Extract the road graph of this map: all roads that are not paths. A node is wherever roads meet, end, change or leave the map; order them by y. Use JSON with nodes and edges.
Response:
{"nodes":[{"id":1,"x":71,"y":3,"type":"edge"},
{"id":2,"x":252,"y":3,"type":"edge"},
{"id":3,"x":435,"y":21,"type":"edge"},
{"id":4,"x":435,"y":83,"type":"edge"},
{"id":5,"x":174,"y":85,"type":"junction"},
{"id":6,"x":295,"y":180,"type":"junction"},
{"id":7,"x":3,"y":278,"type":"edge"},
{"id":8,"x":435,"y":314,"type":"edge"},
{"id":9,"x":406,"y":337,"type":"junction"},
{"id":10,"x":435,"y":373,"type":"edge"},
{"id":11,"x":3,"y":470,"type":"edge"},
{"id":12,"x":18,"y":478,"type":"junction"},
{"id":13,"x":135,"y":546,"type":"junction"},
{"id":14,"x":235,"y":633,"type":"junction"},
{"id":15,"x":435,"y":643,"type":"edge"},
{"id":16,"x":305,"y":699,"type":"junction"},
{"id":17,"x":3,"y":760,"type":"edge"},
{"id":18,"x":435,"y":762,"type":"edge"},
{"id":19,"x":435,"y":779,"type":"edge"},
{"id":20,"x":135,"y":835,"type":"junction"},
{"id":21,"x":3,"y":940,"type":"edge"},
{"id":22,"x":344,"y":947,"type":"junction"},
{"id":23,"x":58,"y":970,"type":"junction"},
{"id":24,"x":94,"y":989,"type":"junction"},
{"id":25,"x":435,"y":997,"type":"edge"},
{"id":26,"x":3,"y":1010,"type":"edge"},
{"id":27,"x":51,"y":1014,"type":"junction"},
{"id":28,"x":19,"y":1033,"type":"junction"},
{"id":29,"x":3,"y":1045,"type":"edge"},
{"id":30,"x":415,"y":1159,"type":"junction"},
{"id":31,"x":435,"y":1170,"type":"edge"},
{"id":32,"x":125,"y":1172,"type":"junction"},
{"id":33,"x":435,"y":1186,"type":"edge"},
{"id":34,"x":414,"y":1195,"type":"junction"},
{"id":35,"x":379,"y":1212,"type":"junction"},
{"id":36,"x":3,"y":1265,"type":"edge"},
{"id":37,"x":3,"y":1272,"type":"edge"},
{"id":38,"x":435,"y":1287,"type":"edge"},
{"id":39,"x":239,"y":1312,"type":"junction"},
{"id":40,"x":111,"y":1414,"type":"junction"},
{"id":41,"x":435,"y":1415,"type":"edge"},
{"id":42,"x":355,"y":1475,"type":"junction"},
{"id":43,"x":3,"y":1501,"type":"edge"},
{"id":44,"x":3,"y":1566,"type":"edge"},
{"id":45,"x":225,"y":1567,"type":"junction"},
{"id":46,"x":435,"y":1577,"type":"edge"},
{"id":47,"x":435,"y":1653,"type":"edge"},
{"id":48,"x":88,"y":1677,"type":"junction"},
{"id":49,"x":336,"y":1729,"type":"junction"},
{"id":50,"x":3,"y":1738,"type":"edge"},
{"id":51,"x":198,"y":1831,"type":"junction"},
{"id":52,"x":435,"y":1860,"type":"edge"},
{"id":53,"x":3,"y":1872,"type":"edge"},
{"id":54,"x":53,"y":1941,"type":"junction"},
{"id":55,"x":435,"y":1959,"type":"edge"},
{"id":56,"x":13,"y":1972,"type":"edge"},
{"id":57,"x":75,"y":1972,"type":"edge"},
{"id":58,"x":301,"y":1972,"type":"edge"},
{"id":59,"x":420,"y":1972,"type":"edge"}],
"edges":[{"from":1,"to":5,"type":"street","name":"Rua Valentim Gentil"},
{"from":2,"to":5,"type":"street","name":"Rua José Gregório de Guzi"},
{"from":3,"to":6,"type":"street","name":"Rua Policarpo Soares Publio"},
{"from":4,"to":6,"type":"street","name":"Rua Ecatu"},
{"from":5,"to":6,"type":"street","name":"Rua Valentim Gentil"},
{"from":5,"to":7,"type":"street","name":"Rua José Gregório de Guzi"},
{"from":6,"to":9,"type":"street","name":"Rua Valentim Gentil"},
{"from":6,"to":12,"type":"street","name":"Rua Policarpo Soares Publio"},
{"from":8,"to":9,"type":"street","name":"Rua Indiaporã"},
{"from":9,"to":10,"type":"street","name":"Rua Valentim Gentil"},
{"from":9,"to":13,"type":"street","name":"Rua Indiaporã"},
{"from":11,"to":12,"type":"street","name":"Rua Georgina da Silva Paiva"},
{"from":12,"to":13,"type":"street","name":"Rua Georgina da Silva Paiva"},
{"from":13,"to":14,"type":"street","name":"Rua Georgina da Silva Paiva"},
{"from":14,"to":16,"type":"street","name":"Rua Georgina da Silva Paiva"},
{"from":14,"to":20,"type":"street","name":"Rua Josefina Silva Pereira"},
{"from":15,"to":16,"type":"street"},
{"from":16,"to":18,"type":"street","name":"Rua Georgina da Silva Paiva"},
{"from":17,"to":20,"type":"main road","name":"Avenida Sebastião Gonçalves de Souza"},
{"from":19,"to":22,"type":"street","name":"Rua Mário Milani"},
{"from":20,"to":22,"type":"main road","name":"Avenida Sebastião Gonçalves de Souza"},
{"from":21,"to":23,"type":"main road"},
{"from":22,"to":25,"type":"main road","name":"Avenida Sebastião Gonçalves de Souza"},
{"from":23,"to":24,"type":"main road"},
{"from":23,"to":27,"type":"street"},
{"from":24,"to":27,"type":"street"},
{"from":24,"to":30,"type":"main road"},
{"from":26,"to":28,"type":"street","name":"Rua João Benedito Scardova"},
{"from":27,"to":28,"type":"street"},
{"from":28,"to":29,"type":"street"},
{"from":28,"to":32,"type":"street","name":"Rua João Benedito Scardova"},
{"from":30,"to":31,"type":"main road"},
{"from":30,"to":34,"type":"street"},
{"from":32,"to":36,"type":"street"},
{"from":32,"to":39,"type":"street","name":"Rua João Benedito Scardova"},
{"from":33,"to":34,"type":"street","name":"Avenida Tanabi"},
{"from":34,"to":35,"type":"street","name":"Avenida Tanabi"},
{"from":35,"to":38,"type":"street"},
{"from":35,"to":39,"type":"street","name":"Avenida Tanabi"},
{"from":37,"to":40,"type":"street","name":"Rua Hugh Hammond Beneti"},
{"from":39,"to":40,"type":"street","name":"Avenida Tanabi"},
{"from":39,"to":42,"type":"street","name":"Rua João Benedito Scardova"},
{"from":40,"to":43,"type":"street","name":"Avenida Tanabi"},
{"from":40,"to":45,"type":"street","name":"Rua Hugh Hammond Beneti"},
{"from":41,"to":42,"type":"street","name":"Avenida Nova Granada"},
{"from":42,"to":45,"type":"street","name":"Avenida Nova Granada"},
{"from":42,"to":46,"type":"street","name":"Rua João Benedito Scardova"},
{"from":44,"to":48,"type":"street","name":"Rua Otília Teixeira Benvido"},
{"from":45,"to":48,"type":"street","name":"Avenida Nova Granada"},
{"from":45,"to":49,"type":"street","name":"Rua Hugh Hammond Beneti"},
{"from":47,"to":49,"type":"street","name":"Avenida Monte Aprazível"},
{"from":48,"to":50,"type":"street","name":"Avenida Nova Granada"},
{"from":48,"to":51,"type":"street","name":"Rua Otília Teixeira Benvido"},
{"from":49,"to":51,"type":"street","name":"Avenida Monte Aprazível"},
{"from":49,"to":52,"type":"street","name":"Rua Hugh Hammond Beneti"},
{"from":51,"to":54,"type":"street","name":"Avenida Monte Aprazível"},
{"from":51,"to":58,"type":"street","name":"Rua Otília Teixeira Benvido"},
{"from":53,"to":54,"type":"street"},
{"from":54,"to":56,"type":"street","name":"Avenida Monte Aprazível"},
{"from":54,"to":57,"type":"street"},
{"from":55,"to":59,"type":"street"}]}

☆ ☆ ☆ ☆

ASSIGNMENT: Among the entries, copy every line containing the word "Policarpo".

RESULT OF THIS EXERCISE:
{"from":3,"to":6,"type":"street","name":"Rua Policarpo Soares Publio"},
{"from":6,"to":12,"type":"street","name":"Rua Policarpo Soares Publio"},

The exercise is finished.